The final thing to mention on the architecture is where the backup files are stored — a Veeam Backup & Replication repository, the primary reason for the communication and authentication from Veeam Backup Proxy Appliance to the Veeam Backup & Replication server.
Zero socket license
Because of the requirement for a Veeam Backup & Replication server and repository, a common question is “if we are moving completely to Nutanix AHV as our only hypervisor in the environment, how do we gain access to the required Veeam Backup & Replication components if we do not have a license for it?” This is essentially the same question in Veeam Agent-only customer environments with no virtualization in place, so the same answer applies.

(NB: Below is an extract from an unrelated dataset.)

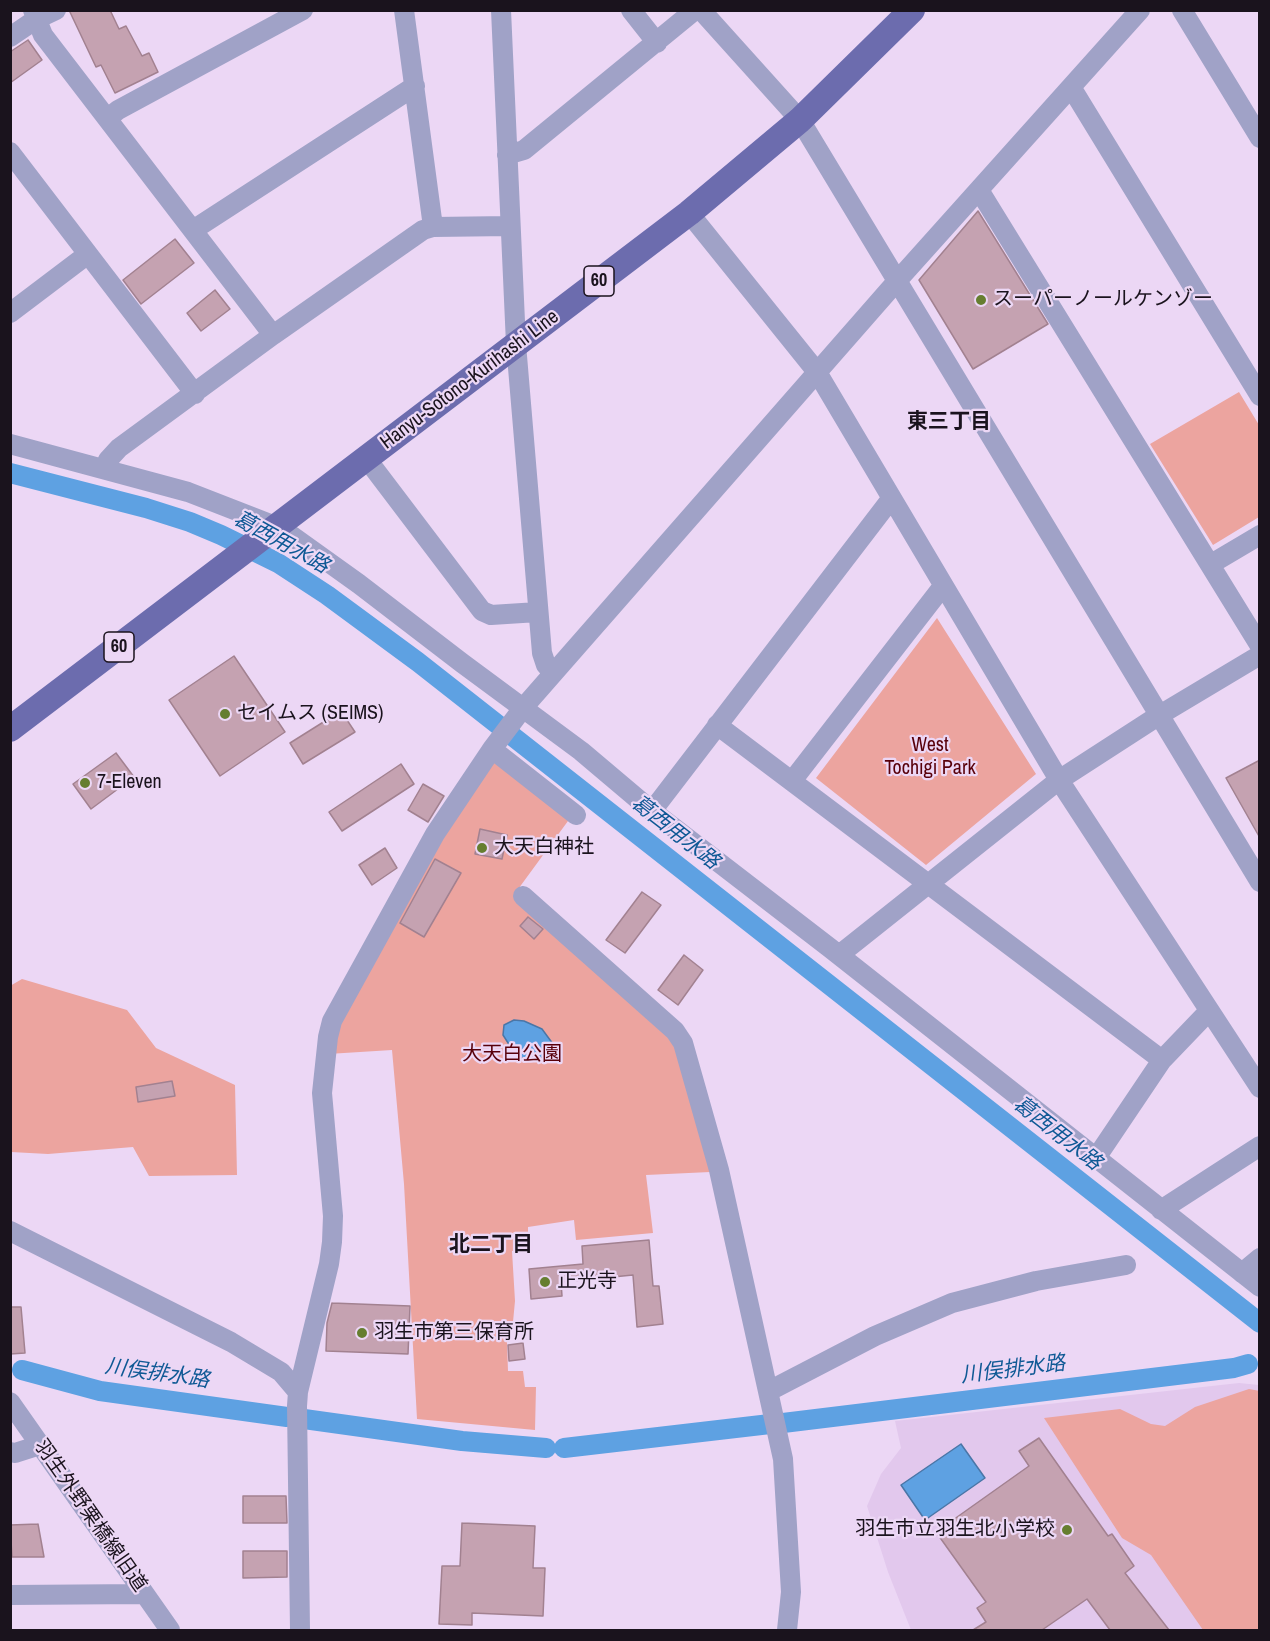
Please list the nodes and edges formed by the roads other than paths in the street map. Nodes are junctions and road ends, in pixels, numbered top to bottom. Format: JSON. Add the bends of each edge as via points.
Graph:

All Veeam Availability for Nutanix AHV licenses (and Veeam Agent licenses) are delivered with a zero-socket license for Veeam Backup & Replication at no additional cost. The zero-socket license unlocks Veeam Backup & Replication functionality for AHV backups in environments where an existing Veeam Backup & Replication for VMware vSphere of Microsoft Hyper-V instance does not exist.
As mentioned above, many environments will have the requirement to run a multi-hypervisor infrastructure for numerous reasons. The possibilities from a management, backup and recovery perspective for AHV environments that have been brought with the release of Veeam Availability for Nutanix AHV have already been discussed, but if we were to also have a VMware vSphere or a Microsoft Hyper-V footprint alongside AHV, does this mean I have to have additional Veeam management components?
No, that same Veeam Backup & Replication management server and repository can be used for Nutanix AHV, VMware and Microsoft Hyper-V backups, as well as Veeam Agent backups. However, in some circumstances, there may be a requirement to have separate management for these environments, and that can be achievable using the zero socket license applicable in both AHV- or Veeam Agent-only environments. Remember, Veeam does not license the components that are licensed on the production workload, meaning you are able to have as many Veeam components as you see fit.